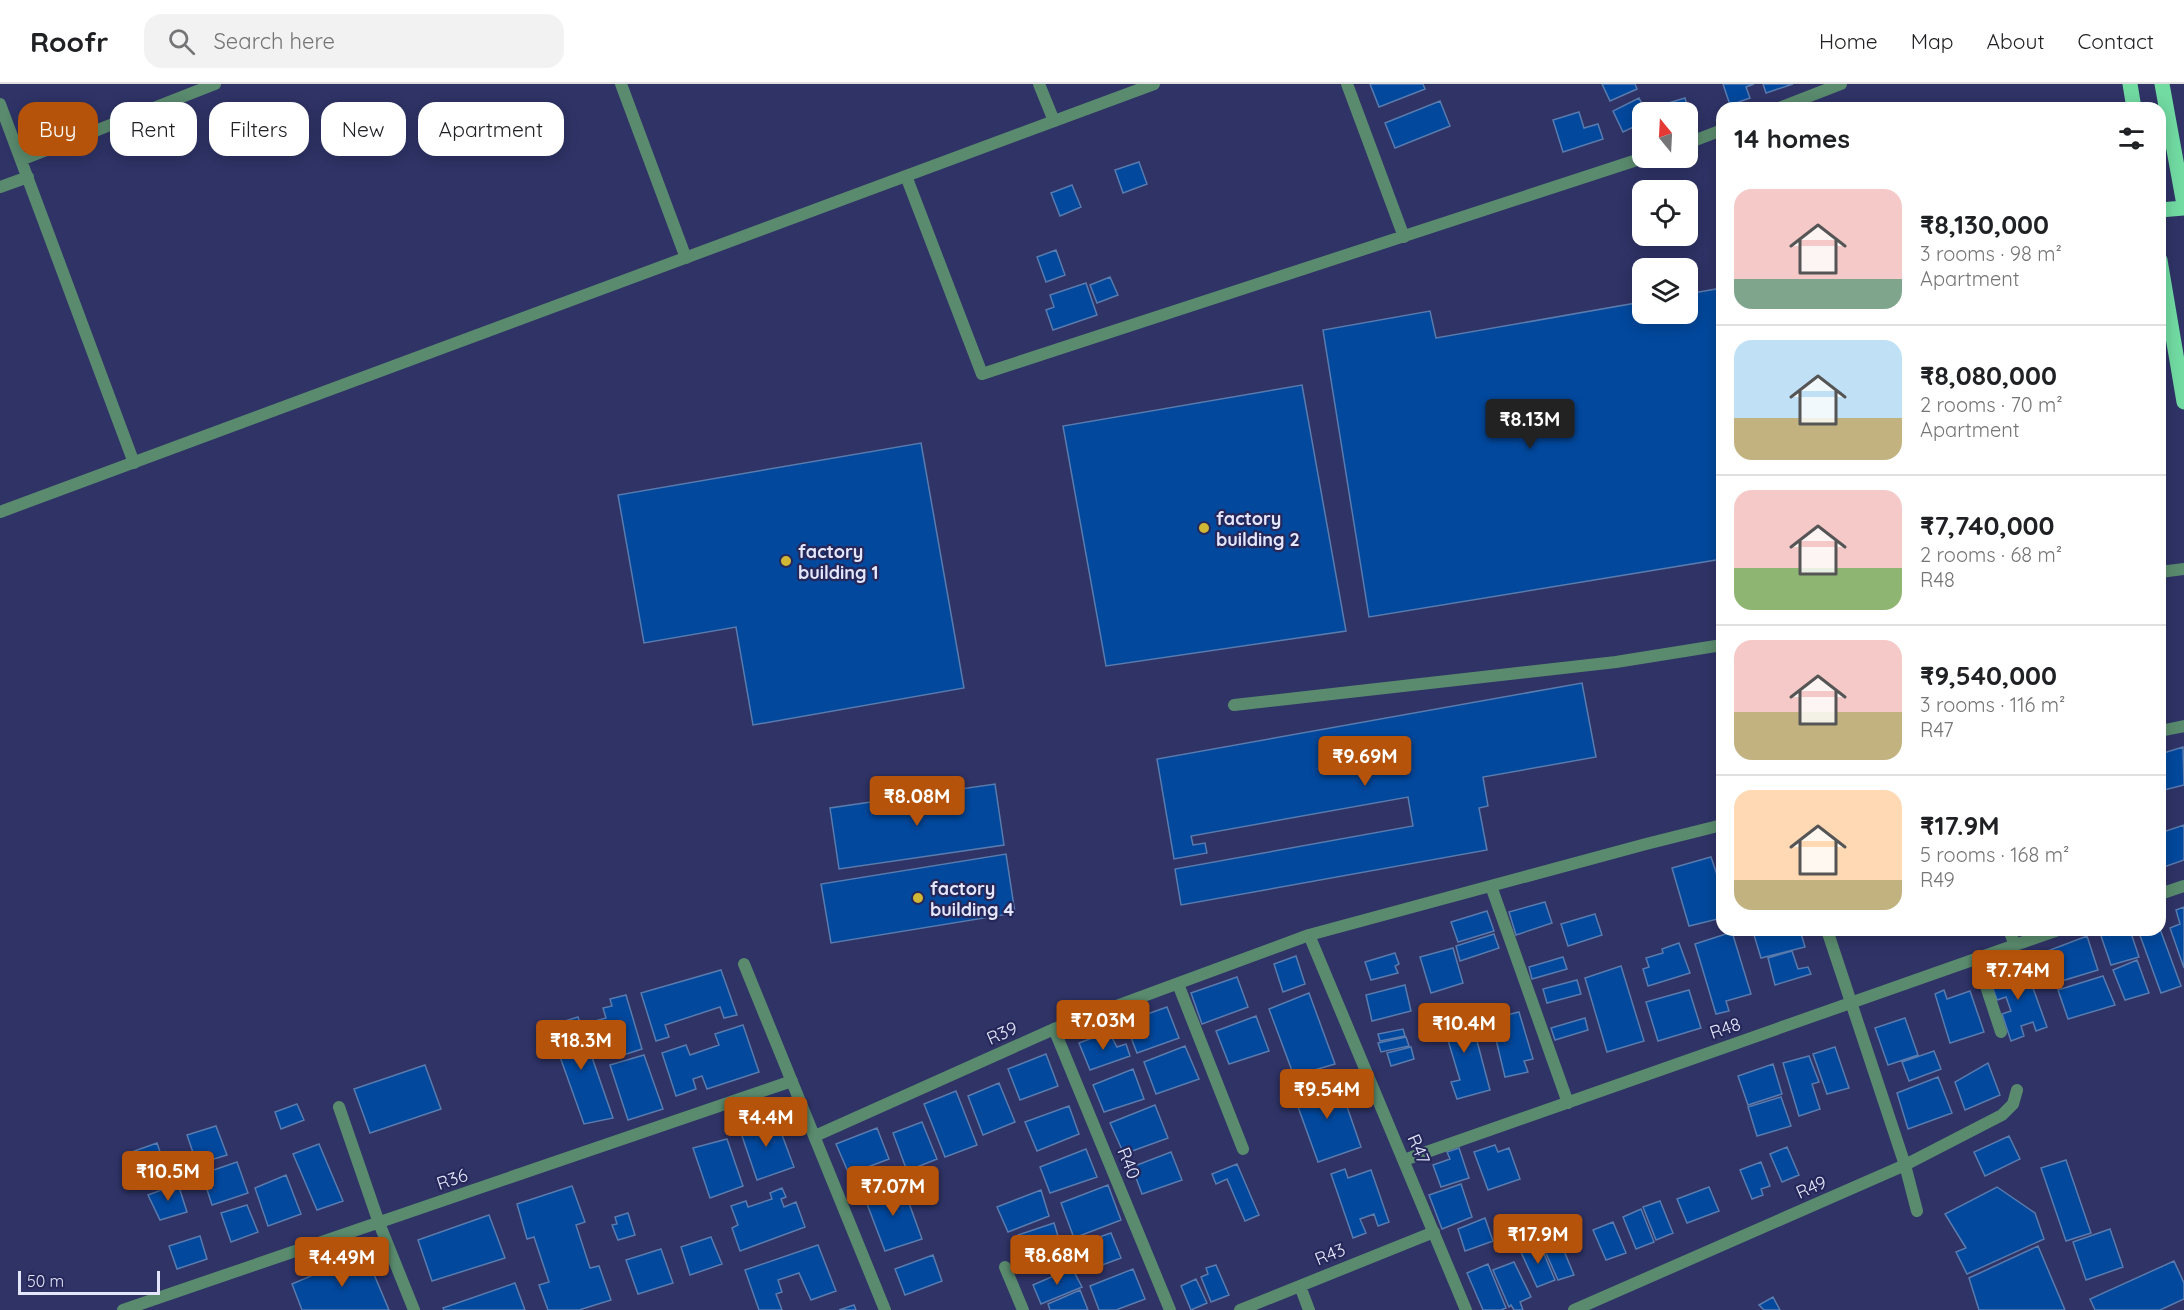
<!DOCTYPE html>
<html lang="en">
<head>
<meta charset="utf-8">
<style>
	body { margin:0; font-family:Quicksand,sans-serif; background:#f2f2f2; color:#202124; height:100vh; display:flex; flex-direction:column; font-size:22px; white-space:nowrap }
	* { box-sizing:border-box; margin:0 }
	p { font-size:20px; color:#757577 }
	.icon { flex:none; width:33px; height:33px; fill:none; stroke:currentColor; stroke-width:2; stroke-linecap:round; stroke-linejoin:round }
	.map { position:relative; flex:1; overflow:hidden }
	.side { position:absolute; left:1716px; top:18px; width:450px; height:834px; display:flex; flex-direction:column; background:#fff; border-radius:18px; box-shadow:0 3px 15px #0003 }
	.side>* { flex:none }
	.hud { position:absolute; left:18px; top:18px; width:570px; height:54px; display:flex; gap:12px }
	.needle { width:39px; rotate:342deg }
	.buttons { position:absolute; left:1632px; top:18px; display:grid; gap:12px }
	.buttons a { display:grid; place-items:center; width:66px; height:66px; border-radius:12px; background:#fff; box-shadow:0 3px 15px #0003; font-size:30px }
	.scale { position:absolute; left:18px; bottom:15px; width:142px; box-sizing:border-box; padding-left:6px; border:3px solid #e4e7fb; border-top:0; font-size:16px; line-height:21px; white-space:nowrap; color:#e4e7fb; -webkit-text-stroke:4px #26285a; paint-order:stroke }
	.price { position:absolute; translate:-50% -51px; padding:0 14px; border-radius:6px; background:#b45309; color:#fff; font-size:20px; line-height:39px; filter:drop-shadow(0 2px 3px #0008) }
	.price::after { content:''; position:absolute; left:50%; top:36px; width:18px; height:14px; margin-left:-9px; background:inherit; clip-path:polygon(0 0,100% 0,50% 100%) }
	.price.selected { background:#222; color:#fff }
	ul { padding:0; list-style:none }
	li { display:flex; align-items:center; gap:18px; height:150px; padding:0 18px }
	li+li { border-top:2px solid #e0e0e0 }
	li span { display:grid; place-items:center; flex:none; width:168px; height:120px; border-radius:18px; color:#555 }
	li>.icon { margin-inline-start:auto }
	span .icon { width:72px; height:72px; fill:#fffc; stroke-width:1 }
	li b { font-size:26px }
	h2 { display:flex; justify-content:space-between; align-items:center; height:72px; padding:0 18px; font-size:26px }
	.chip { padding:0 21px; border-radius:18px; background:#fff; box-shadow:0 3px 15px #0003; font-size:21px; line-height:54px }
	.chip.selected { background:#b45309; color:#fff }
	header { display:flex; align-items:center; gap:36px; box-sizing:border-box; height:84px; padding:0 30px; background:#fff; border-bottom:2px solid #e0e0e0 }
	header strong { font-size:28px }
	nav { display:flex; gap:33px; margin-inline-start:auto; font-size:21px }
	.search { width:420px; height:54px; background:#f2f2f2; display:flex; align-items:center; gap:15px; box-sizing:border-box; padding:0 21px; border-radius:18px; color:#757577; font-size:22px }
	.map>svg:first-child { display:block }
	.building { fill:#02489d; stroke:#597bae; stroke-width:1.5 }
	.lines { fill:none; stroke-linecap:round; stroke-linejoin:round }
	.minor { stroke:#5a8b6e; stroke-width:12 }
	.tertiary { stroke:#5a8b6e; stroke-width:12 }
	.primary { stroke:#71dba2; stroke-width:15 }
	.poi-dot { fill:#d0b736; stroke:#26285a; stroke-width:2 }
	.labels { text-anchor:middle; dominant-baseline:central; stroke-width:4.5; stroke-linejoin:round; paint-order:stroke }
	.poi-label { font-size:18px; font-weight:bold; fill:#e4e7fb; stroke:#26285a; text-anchor:start }
	.street-label { font-size:18px; fill:#e4e7fb; stroke:#26285a }
</style>
</head>
<body>
<header>
<strong>Roofr</strong>
<div class="search"><svg class="icon" aria-label="search" viewBox="0 0 24 24"><circle cx="10" cy="10" r="6"/><path d="M15 15l6 6"/></svg>Search here</div>
<nav><a>Home</a><a>Map</a><a>About</a><a>Contact</a></nav>
</header>
<div class="map">
<svg width="2184" height="1226" viewBox="0 0 2184 1226">
	<rect width="100%" height="100%" fill="#2f3366"/>
	<path class="building" d="M1370,0h53l2,5 -46,18z
		M1602,0h33l2,5 -27,12z
		M1723,0h31l-8,3 4,11 -20,7z
		M1763,0h30l-27,9z
		M1639,14l7,14h-4v11l-19,9 -10,-21z
		M1685,14l7,24 -4,1v-11h-32l-1,-5z
		M1440,17l10,25 -55,22 -10,-25z
		M1579,28l5,16 14,-4 5,15 -40,13 -10,-32z
		M1139,78l8,22 -24,9 -8,-23z
		M1072,101l9,22 -21,9 -9,-23z
		M1056,166l9,25 -19,7 -9,-25z
		M1110,193l8,18 -21,8 -7,-18z
		M1086,199l11,32 -44,15 -7,-20 8,-3 -4,-12z
		M1722,204v271l-353,58 -46,-287 107,-19 6,27 206,-36v12h46v-20z
		M1302,301l44,246 -240,35 -43,-240z
		M921,359l43,245 -211,37 -17,-98 -92,16 -26,-148z
		M1582,599l14,74 -113,20 5,29 -9,2 8,42 -306,55 -6,-36 238,-43 -5,-29 -217,39 2,9 12,-2 2,10 -33,6 -17,-100z
		M2183,663l1,38 -24,6v-37z
		M995,700l9,61 -165,24 -9,-61z
		M2184,741v35l-23,8 -1,-35z
		M1006,770l9,59 -184,30 -10,-59z
		M1711,773l11,33v28l-33,8 -17,-58z
		M1545,818l7,21 -36,12 -7,-23z
		M2184,823v61l-14,-40 10,-4 -4,-14z
		M1487,827l7,20 -36,11 -7,-20z
		M1595,830l7,21 -34,11 -7,-22z
		M2160,845l21,57 -20,7 -23,-63z
		M1773,846h27l5,17 -44,11 -7,-23z
		M2099,846h31l9,27 -28,8z
		M1732,848l19,62 -25,7 3,10 -13,3 -21,-70z
		M1494,850l5,14 -39,13 -4,-15z
		M2087,852l11,34 -43,13 -10,-31z
		M1679,859l11,30 -42,13 -5,-17 6,-2 -3,-9 17,-5 -1,-4z
		M1453,864l10,35 -32,10 -11,-36z
		M1792,867l6,18 10,-2 3,7 -36,11 -7,-27z
		M1395,869l4,11 -4,2 3,7 -27,7 -6,-18z
		M1296,872l9,28 -22,8 -9,-28z
		M1563,873l4,12 -35,10 -3,-12z
		M2137,876l12,33 -24,7 -12,-30z
		M2024,879l23,64 -11,4 -3,-9 -12,4 3,10 -13,5 -9,-27 9,-3 -5,-14 -9,3 -9,-26 12,-4 3,11 14,-5 -4,-9z
		M1621,882l23,75 -37,11 -22,-74z
		M721,886l16,45 -13,3 -4,-11 -55,18 4,12 -13,4 -15,-48z
		M2103,892l12,29 -47,14 -10,-29z
		M1237,893l11,30 -46,17 -11,-31z
		M1577,896l4,14 -34,9 -4,-14z
		M1405,901l6,26 -39,10 -6,-26z
		M1689,906l12,38 -43,13 -12,-39z
		M1944,906l3,9 23,-8 14,41 -34,11 -15,-49z
		M1309,909l26,71 -41,12 -25,-67z
		M626,911l16,54 -22,7 -2,-9 -14,4 -9,-30 11,-3 -3,-10 9,-2 -2,-7z
		M1167,923l12,31 -42,15 -12,-31z
		M1469,927l21,79 -33,9 -6,-17 9,-2 -13,-43 -6,1 -6,-18z
		M1519,928l14,47 -9,2 4,11 -23,5 -14,-58z
		M1256,932l13,35 -40,13 -13,-33z
		M578,933l35,101 -29,6 -35,-98z
		M1585,934l3,12 -33,10 -4,-12z
		M1905,934l13,37 -30,10 -13,-37z
		M743,941l16,47 -52,17 -5,-13 -9,3 3,10 -20,7 -14,-43 24,-8 4,10 29,-10 -4,-11z
		M1403,945l2,7 -25,5 -2,-7z
		M1109,948l8,15 9,-3 4,12 -40,14 -11,-27z
		M1406,953l3,9 -28,6 -3,-9z
		M1185,962l14,33 -43,15 -12,-32z
		M1411,963l3,12 -23,7 -4,-13z
		M1835,963l14,41 -22,6 -14,-40z
		M1934,967l7,18 -32,12 -7,-19z
		M1046,970l12,32 -38,14 -12,-31z
		M644,971l19,54 -35,11 -18,-55z
		M1809,972l10,26 -7,2 8,25 -21,7 -16,-53z
		M1988,979l12,32 -35,15 -10,-28z
		M1773,980l9,30 -34,11 -10,-29z
		M425,981l16,44 -71,24 -16,-44z
		M1133,985l11,30 -40,13 -11,-27z
		M1938,993l14,36 -44,16 -11,-36z
		M1337,994l24,69 -43,15 -25,-69z
		M999,999l16,39 -32,13 -15,-39z
		M956,1007l21,54 -32,12 -21,-53z
		M1781,1013l10,29 -34,10 -9,-29z
		M297,1020l7,16 -23,9 -6,-17z
		M1155,1021l13,33 -44,16 -14,-31z
		M1069,1022l10,28 -42,17 -12,-29z
		M775,1032l19,51 -37,13 -18,-53z
		M922,1038l15,37 -30,12 -14,-38z
		M216,1042l11,29 -30,9 -10,-29z
		M877,1044l12,31 -40,15 -13,-30z
		M2009,1052l11,23 -35,17 -11,-24z
		M727,1055l16,47 -33,12 -17,-50z
		M157,1059l11,32 -27,9 -12,-31z
		M319,1060l24,57 -26,9 -24,-56z
		M1495,1061l3,7 11,-4 11,31 -32,11 -14,-38z
		M1787,1063l12,28 -17,7 -12,-28z
		M1459,1064l10,30 -28,9 -8,-22 17,-6 -3,-7z
		M1086,1065l11,28 -47,16 -10,-26z
		M1171,1068l11,28 -40,14 -10,-27z
		M2066,1076l25,73 -25,8 -25,-73z
		M237,1078l11,31 -36,12 -10,-31z
		M1761,1078l9,24 -9,3 2,6 -11,4 -12,-29z
		M1237,1080l22,51 -14,6 -18,-42 -11,5 -4,-10z
		M1345,1085l3,9 23,-8 18,52 -11,4 -4,-12 -14,5 6,14 -13,5 -22,-64z
		M286,1091l15,39 -33,12 -13,-38z
		M901,1097l21,58 -37,12 -21,-55z
		M178,1100l9,28 -27,8 -12,-25z
		M1461,1100l11,33 -30,12 -13,-34z
		M1108,1101l13,35 -47,18 -13,-35z
		M572,1102l13,36 -9,3 14,43 9,-2 12,34 -32,10h-31l-9,-25 10,-3 -15,-45 -7,2 -10,-35z
		M1709,1103l10,24 -32,12 -10,-24z
		M1997,1103l38,26 9,26 -77,35 -11,-22 10,-4 -21,-34z
		M782,1104l4,9 -5,2 3,8 12,-5 9,25 -65,24 -8,-23 6,-3 -7,-19 15,-5 2,6 24,-8 -2,-6z
		M1041,1106l8,26 -41,16 -11,-25z
		M1660,1117l13,32 -17,7 -13,-33z
		M247,1121l11,27 -27,10 -10,-29z
		M1641,1125l13,33 -18,7 -13,-32z
		M628,1129l7,22 -17,5 -6,-15 5,-1 -2,-7z
		M489,1131l16,43 -73,23 -14,-41z
		M1485,1134l8,23 -28,10 -7,-22z
		M1613,1138l13,31 -20,7 -13,-30z
		M1054,1139l8,26 -35,12 -9,-26z
		M2110,1145l13,38 -37,13 -13,-38z
		M1111,1149l10,25 -38,14 -10,-26z
		M1557,1150l17,41 -16,5 -18,-40z
		M200,1152l7,23 -30,10 -8,-23z
		M711,1153l11,27 -32,11 -9,-28z
		M1539,1158l16,38 -18,7 -17,-37z
		M818,1161l18,46 -25,9 -12,-27 -21,7 4,12 -6,2 6,16h-23l-14,-40z
		M2038,1162l27,64h-86l-10,-32z
		M661,1165l12,34 -35,11 -12,-34z
		M365,1169l24,57h-87l-10,-26z
		M933,1171l9,26 -37,14 -10,-26z
		M2174,1177l10,22v16l-24,11h-65l-5,-11z
		M1514,1178l17,35 -11,5 3,8h-9l-3,-5 -2,2 -16,-37z
		M1488,1180l18,44 -5,2h-18l-16,-37z
		M1216,1181l13,30 -18,7 -10,-25 7,-3 -2,-6z
		M1072,1184l10,19 -41,17 -8,-19z
		M1133,1185l12,30 -29,11h-17l-9,-24z
		M1196,1195l11,24 -16,7 -10,-24z
		M515,1199l10,27h-81l-1,-2z
		M1080,1206l8,20h-38l-2,-6z
		M1773,1213l7,13h-16l-5,-5z
		M854,1221l2,5h-17z"/>
	<g class="lines">
		<path class="minor" d="M621,0l65,174
			M1039,0l15,37
			M1347,0l57,153
			M0,20l134,359
			M1779,24l62,-24
			M1688,59l34,-13
			M21,76l194,-76
			M906,92l76,198 661,-216
			M0,103l28,-10
			M2160,488l24,-3
			M1234,621l382,-43 106,-17
			M2160,647l24,-5
			M1491,802l77,217
			M2160,810l24,-8
			M2009,846l6,15
			M1309,851l157,375
			M1977,875l24,73
			M744,880l141,346
			M1178,900l65,165
			M1054,945l116,281
			M339,1023l40,116 35,87
			M815,1052l239,-107 255,-94 337,-91 76,-19
			M1404,1076l654,-230
			M1917,1127l-12,-46 97,-50 11,-11 4,-14
			M1005,1183l18,43
			M1300,1202l9,24
			M123,1226l669,-229
			M1240,1226l194,-78
			M1574,1226l331,-145 -78,-235"/>
		<path class="tertiary" d="M0,428l1154,-428"/>
		<path class="primary" d="M2130,0l4,24
			M2162,0l22,121
			M2160,126l24,-2
			M2160,176l24,142"/>
	</g>
	<g class="poi-dot">
		<circle cx="1204" cy="444" r="6"/>
		<circle cx="786" cy="477" r="6"/>
		<circle cx="918" cy="814" r="6"/>
	</g>
	<g class="labels">
		<g class="poi-label">
			<text x="1216" y="434">factory<tspan x="1216" dy="21">building 2</tspan></text>
			<text x="798" y="467">factory<tspan x="798" dy="21">building 1</tspan></text>
			<text x="930" y="804">factory<tspan x="930" dy="21">building 4</tspan></text>
		</g>
		<g class="street-label">
			<text transform="translate(1725 944) rotate(-19)">R48</text>
			<text transform="translate(1002 949) rotate(-24)">R39</text>
			<text transform="translate(1419 1065) rotate(67)">R47</text>
			<text transform="translate(1129 1079) rotate(68)">R40</text>
			<text transform="translate(452 1095) rotate(-19)">R36</text>
			<text transform="translate(1811 1103) rotate(-24)">R49</text>
			<text transform="translate(1330 1170) rotate(-22)">R43</text>
		</g>
	</g>
</svg>
<div class="buttons">
<a><svg class="needle" viewBox="-14 -14 28 28"><path d="M0-13l5 13h-10z" fill="#e53935"/><path d="M0 13l5-13h-10z" fill="#757577"/></svg></a>
<a><svg class="icon" aria-label="locate" viewBox="0 0 24 24"><circle cx="12" cy="12" r="6"/><path d="M12 2v4M12 18v4M2 12h4M18 12h4"/></svg></a>
<a><svg class="icon" aria-label="layers" viewBox="0 0 24 24"><path d="M12 4l9 5-9 5-9-5zM3 14l9 5 9-5"/></svg></a>
</div>
<div class="scale">50 m</div>
<b class="price selected" style="left:1530px;top:366px">₹8.13M</b>
<b class="price" style="left:1365px;top:703px">₹9.69M</b>
<b class="price" style="left:917px;top:743px">₹8.08M</b>
<b class="price" style="left:2018px;top:917px">₹7.74M</b>
<b class="price" style="left:1103px;top:967px">₹7.03M</b>
<b class="price" style="left:1464px;top:970px">₹10.4M</b>
<b class="price" style="left:581px;top:987px">₹18.3M</b>
<b class="price" style="left:1327px;top:1036px">₹9.54M</b>
<b class="price" style="left:766px;top:1064px">₹4.4M</b>
<b class="price" style="left:168px;top:1118px">₹10.5M</b>
<b class="price" style="left:893px;top:1133px">₹7.07M</b>
<b class="price" style="left:1538px;top:1181px">₹17.9M</b>
<b class="price" style="left:1057px;top:1202px">₹8.68M</b>
<b class="price" style="left:342px;top:1204px">₹4.49M</b>
<div class="hud">
<a class="chip selected">Buy</a>
<a class="chip">Rent</a>
<a class="chip">Filters</a>
<a class="chip">New</a>
<a class="chip">Apartment</a>
</div>
<section class="side">
<h2>14 homes<svg class="icon" aria-label="filters" viewBox="0 0 24 24"><path d="M4 7h16M4 17h16"/><circle cx="9" cy="7" r="2"/><circle cx="15" cy="17" r="2"/></svg></h2>
<ul>
<li><span style="background:linear-gradient(#f6c9c9 75%,#7fa58c 0)"><svg class="icon" aria-label="home" viewBox="0 0 24 24"><path d="M3 11l9-7 9 7M6 9v11h12V9"/></svg></span><div><b>₹8,130,000</b><p>3 rooms · 98 m²</p><p>Apartment</p></div></li>
<li><span style="background:linear-gradient(#bfe0f5 65%,#c2b280 0)"><svg class="icon" aria-label="home" viewBox="0 0 24 24"><path d="M3 11l9-7 9 7M6 9v11h12V9"/></svg></span><div><b>₹8,080,000</b><p>2 rooms · 70 m²</p><p>Apartment</p></div></li>
<li><span style="background:linear-gradient(#f6c9c9 65%,#8fb573 0)"><svg class="icon" aria-label="home" viewBox="0 0 24 24"><path d="M3 11l9-7 9 7M6 9v11h12V9"/></svg></span><div><b>₹7,740,000</b><p>2 rooms · 68 m²</p><p>R48</p></div></li>
<li><span style="background:linear-gradient(#f6c9c9 60%,#c2b280 0)"><svg class="icon" aria-label="home" viewBox="0 0 24 24"><path d="M3 11l9-7 9 7M6 9v11h12V9"/></svg></span><div><b>₹9,540,000</b><p>3 rooms · 116 m²</p><p>R47</p></div></li>
<li><span style="background:linear-gradient(#ffd9b3 75%,#c2b280 0)"><svg class="icon" aria-label="home" viewBox="0 0 24 24"><path d="M3 11l9-7 9 7M6 9v11h12V9"/></svg></span><div><b>₹17.9M</b><p>5 rooms · 168 m²</p><p>R49</p></div></li>
</ul>
</section>
</div>
</body>
</html>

•••••

DIRECTIONS FOR THIS TASK
Pull every line with the word "auto" from the data.

RESPONSE BELOW
	li>.icon { margin-inline-start:auto }
	nav { display:flex; gap:33px; margin-inline-start:auto; font-size:21px }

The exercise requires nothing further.